Restate a casa e flagellatevi

Restate a casa e flagellatevi

Restate a casa e flagellatevi

 Centinaia di migliaia di cardiopatici, diabetici, affetti da sindromi respiratorie, obesi, per i quali la vita all’aria aperta e il movimento sono la terapia di prima scelta se non addirittura un salvavita, sono costretti ormai da mesi dentro le mura domestiche, con un regime più rigido di quello inflitto ai delinquenti posti agli arresti domiciliari.  E nessuno rifiata, meno che mai gli esperti, i tecnici, i dirigenti sanitari, gli scienziati che quotidianamente ci vengono propinati dal capo della protezione civile che vigila sull’andamento del’epidemia vantando puntualmente l’efficacia delle misure fin qui adottate. Tanto efficaci che il numero degli infettati continua a crescere e il decantato decremento dei ricoveri in terapia intensiva corrisponde all’inarrestabile emorragia di vite umane. 

 


 

È di un’evidenza solare che le misure finora adottate non sono state solo tardive ma soprattutto sbagliate e inefficaci, almeno riguardo allo scopo dichiarato.  Aveva un senso impedire la diffusione del virus circoscrivendolo entro l’area nella quale si era manifestato, costasse pure chiudere temporaneamente i confini di un comune, di una provincia o di un’intera regione; aveva un senso sigillare i confini nazionali. Ma chiudere i cittadini in casa a  tempo indeterminato e nel contempo costringerli a stare in coda in totale promiscuità davanti ai negozi  di generi alimentari o agli uffici postali è stato demenziale; a parte il disastro economico e sociale, più negozi aperti ci sono   minore è il concorso degli acquirenti: lapalissiano. Semmai sarebbe stato opportuno prolungarne l’orario di apertura per poterne meglio contingentare l’accesso. Senza minacce, senza multe, senza terrorismo ma mettendo in condizione i cittadini di tutelare se stessi e gli altri.

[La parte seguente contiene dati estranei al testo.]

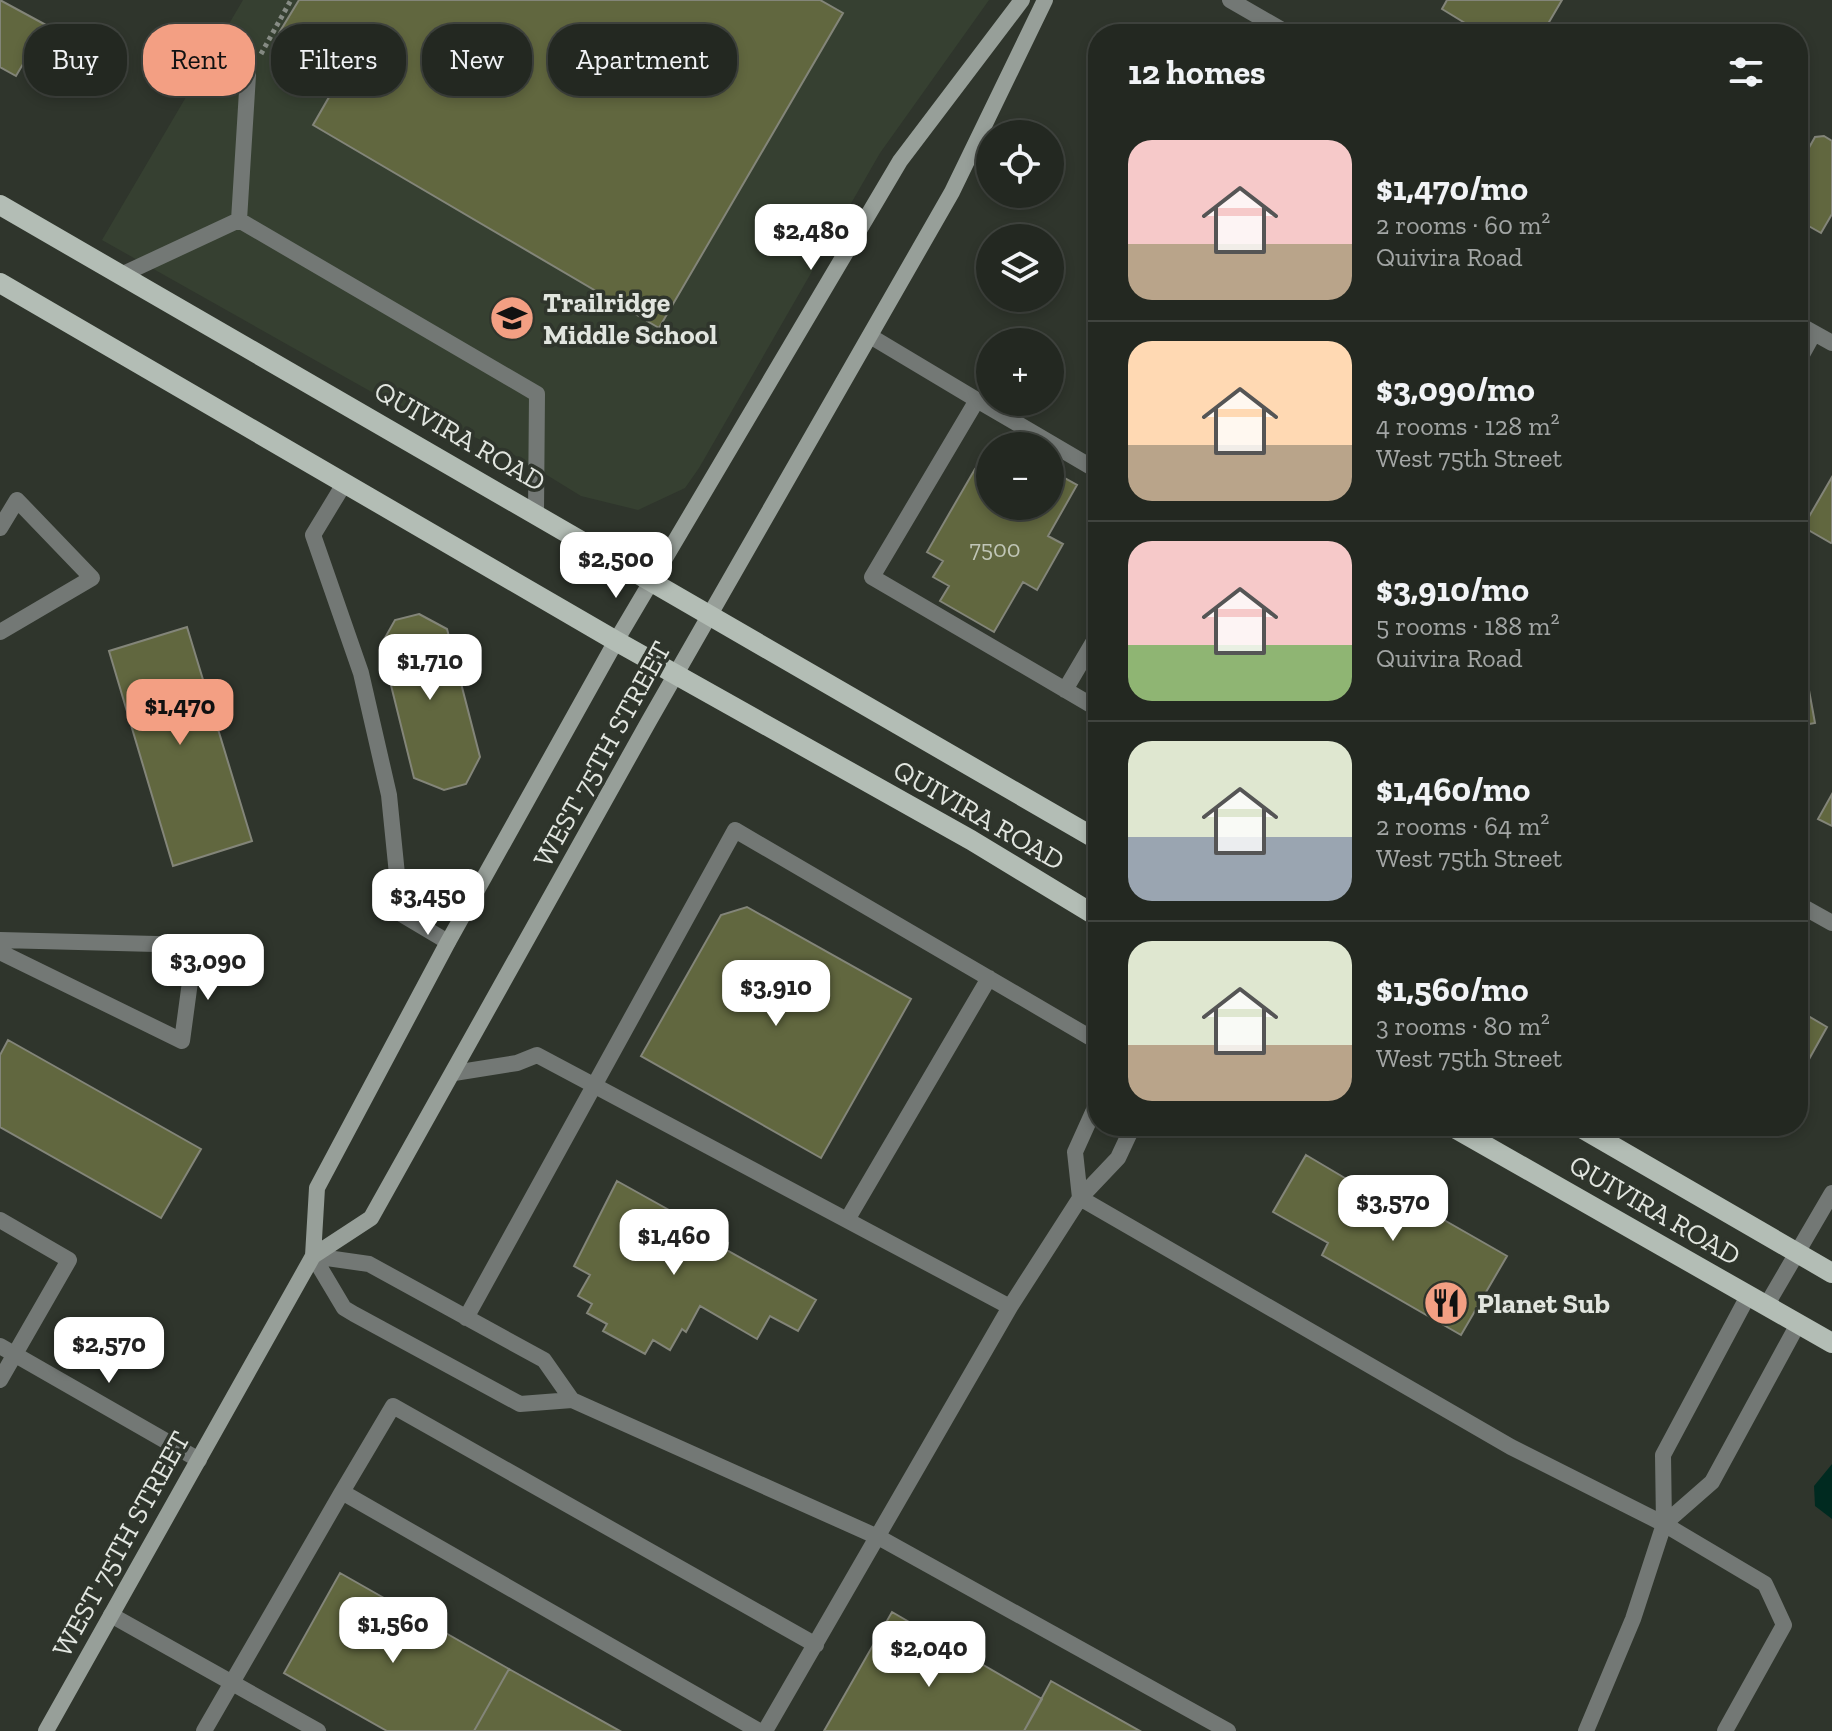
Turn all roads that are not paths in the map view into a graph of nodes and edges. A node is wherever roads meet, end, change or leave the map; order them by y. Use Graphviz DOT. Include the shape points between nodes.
graph roads {
  1 [pos="1022,0"];
  2 [pos="1045,0"];
  3 [pos="1230,0"];
  4 [pos="1272,24"];
  5 [pos="247,96"];
  6 [pos="0,205"];
  7 [pos="239,220"];
  8 [pos="121,275"];
  9 [pos="0,283"];
  10 [pos="1808,330"];
  11 [pos="1814,333"];
  12 [pos="870,336"];
  13 [pos="1832,343"];
  14 [pos="1808,344"];
  15 [pos="976,399"];
  16 [pos="976,402"];
  17 [pos="1004,416"];
  18 [pos="1088,465"];
  19 [pos="344,484"];
  20 [pos="536,512"];
  21 [pos="0,528"];
  22 [pos="651,579"];
  23 [pos="710,613"];
  24 [pos="0,632"];
  25 [pos="616,641"];
  26 [pos="1088,651"];
  27 [pos="676,675"];
  28 [pos="1065,690"];
  29 [pos="1088,703"];
  30 [pos="1088,834"];
  31 [pos="1808,910"];
  32 [pos="1088,911"];
  33 [pos="1832,923"];
  34 [pos="0,940"];
  35 [pos="448,942"];
  36 [pos="0,952"];
  37 [pos="989,978"];
  38 [pos="1088,1036"];
  39 [pos="454,1073"];
  40 [pos="593,1084"];
  41 [pos="1088,1123"];
  42 [pos="1128,1136"];
  43 [pos="1468,1136"];
  44 [pos="1595,1136"];
  45 [pos="1832,1193"];
  46 [pos="1080,1198"];
  47 [pos="0,1220"];
  48 [pos="847,1220"];
  49 [pos="1797,1253"];
  50 [pos="313,1256"];
  51 [pos="1832,1273"];
  52 [pos="1757,1301"];
  53 [pos="1010,1307"];
  54 [pos="466,1318"];
  55 [pos="1798,1324"];
  56 [pos="1832,1343"];
  57 [pos="8,1350"];
  58 [pos="0,1380"];
  59 [pos="572,1400"];
  60 [pos="199,1460"];
  61 [pos="342,1492"];
  62 [pos="1664,1524"];
  63 [pos="880,1538"];
  64 [pos="111,1615"];
  65 [pos="816,1645"];
  66 [pos="232,1683"];
  67 [pos="46,1731"];
  68 [pos="204,1731"];
  69 [pos="318,1731"];
  70 [pos="762,1731"];
  71 [pos="1228,1731"];
  72 [pos="1586,1731"];
  73 [pos="1725,1731"];
  1 -- 22 [label="main road, WEST 75TH STREET" via="900,161"];
  2 -- 12 [label="main road, WEST 75TH STREET" via="952,192"];
  3 -- 4 [label="street"];
  5 -- 7 [label="street"];
  6 -- 8 [label="main road, QUIVIRA ROAD"];
  7 -- 8 [label="street"];
  7 -- 20 [label="street" via="537,394"];
  8 -- 20 [label="main road, QUIVIRA ROAD"];
  9 -- 19 [label="main road, QUIVIRA ROAD"];
  10 -- 11 [label="street"];
  11 -- 13 [label="street"];
  11 -- 14 [label="street"];
  12 -- 15 [label="street"];
  12 -- 23 [label="main road, WEST 75TH STREET"];
  16 -- 28 [label="street" via="872,577"];
  17 -- 18 [label="street"];
  19 -- 25 [label="main road, QUIVIRA ROAD"];
  19 -- 35 [label="street" via="313,535 361,673 389,795 401,914"];
  20 -- 22 [label="main road, QUIVIRA ROAD"];
  21 -- 24 [label="street" via="17,500 92,578"];
  22 -- 23 [label="main road, QUIVIRA ROAD"];
  22 -- 25 [label="main road, WEST 75TH STREET"];
  23 -- 27 [label="main road, WEST 75TH STREET"];
  23 -- 30 [label="main road, QUIVIRA ROAD"];
  25 -- 27 [label="main road, QUIVIRA ROAD"];
  25 -- 35 [label="main road, WEST 75TH STREET"];
  26 -- 28 [label="street"];
  27 -- 32 [label="main road, QUIVIRA ROAD"];
  27 -- 39 [label="main road, WEST 75TH STREET"];
  28 -- 29 [label="street"];
  31 -- 33 [label="street"];
  34 -- 36 [label="street" via="195,945 182,1041"];
  35 -- 50 [label="main road, WEST 75TH STREET" via="317,1188"];
  37 -- 38 [label="street"];
  37 -- 40 [label="street" via="735,830"];
  37 -- 48 [label="street"];
  39 -- 40 [label="street" via="537,1055"];
  39 -- 50 [label="main road, WEST 75TH STREET" via="371,1218"];
  40 -- 48 [label="street"];
  40 -- 54 [label="street"];
  41 -- 46 [label="street" via="1075,1152"];
  42 -- 46 [label="street" via="1118,1158"];
  43 -- 52 [label="main road, QUIVIRA ROAD"];
  44 -- 49 [label="main road, QUIVIRA ROAD"];
  45 -- 49 [label="street"];
  46 -- 53 [label="street"];
  46 -- 62 [label="street" via="1511,1447"];
  47 -- 57 [label="street" via="69,1260"];
  48 -- 53 [label="street"];
  49 -- 51 [label="main road, QUIVIRA ROAD"];
  49 -- 52 [label="street"];
  50 -- 54 [label="street" via="369,1264"];
  50 -- 59 [label="street" via="344,1308 354,1314 520,1404"];
  50 -- 60 [label="main road, WEST 75TH STREET"];
  52 -- 55 [label="main road, QUIVIRA ROAD"];
  52 -- 62 [label="street" via="1663,1455"];
  53 -- 63 [label="street"];
  54 -- 59 [label="street" via="544,1360"];
  55 -- 56 [label="main road, QUIVIRA ROAD"];
  55 -- 62 [label="street" via="1712,1482"];
  57 -- 58 [label="street"];
  57 -- 60 [label="street"];
  59 -- 63 [label="street"];
  60 -- 64 [label="main road, WEST 75TH STREET"];
  61 -- 65 [label="street" via="393,1406"];
  61 -- 66 [label="street"];
  61 -- 70 [label="street"];
  62 -- 72 [label="street" via="1633,1619"];
  62 -- 73 [label="street" via="1765,1584 1784,1625"];
  63 -- 65 [label="street"];
  63 -- 71 [label="street"];
  64 -- 66 [label="street"];
  64 -- 67 [label="main road, WEST 75TH STREET"];
  65 -- 70 [label="street"];
  66 -- 68 [label="street"];
  66 -- 69 [label="street"];
}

Come demenziale è stato e continua ad essere il divieto di praticare attività sportiva individuale. Si è partiti da una premessa corretta, quella di mantenere una distanza interpersonale di un metro (io ne avrei suggeriti almeno due) per giungere alla conclusione del tutto arbitraria di impedire le camminate solitarie, la corsa, il nuoto, la mountain bike o il windsurf, tutte attività che si svolgono in luoghi deputati e per le quali il problema della distanza sociale non si pone.

 


 

E mentre droni ed elicotteri braccano il disgraziato che cammina nella spiaggia deserta, nei viali di circonvallazione, lontano dal brulichio dei/delle detenuti/e con licenza di  affrettarsi a mettersi in fila davanti ai supermercati, ai fruttivendoli, alle macellerie e agli esercizi ai quali è consentito di sopravvivere, circolano liberamente africani in bicicletta con cuffie e smartphone d’ordinanza, passano davanti alla gazzella appostata nell’area di sosta ma il carabiniere guarda altrove.  E c’è da capirlo; loro godono di diritti inviolabili, compreso quello di spostarsi liberamente, mica li puoi costringere a girarsi i pollici all’interno dei residence che li ospitano. Del resto quando sbarcano con coronavirus al seguito non si può chiudergli le porte in faccia come si fa con i crocieristi o chi vorrebbe andare a riprendersi il figlio rimasto bloccato in Spagna o in Germania. Siamo umani! Ce lo chiedono le anime belle come Renzi o Casarini.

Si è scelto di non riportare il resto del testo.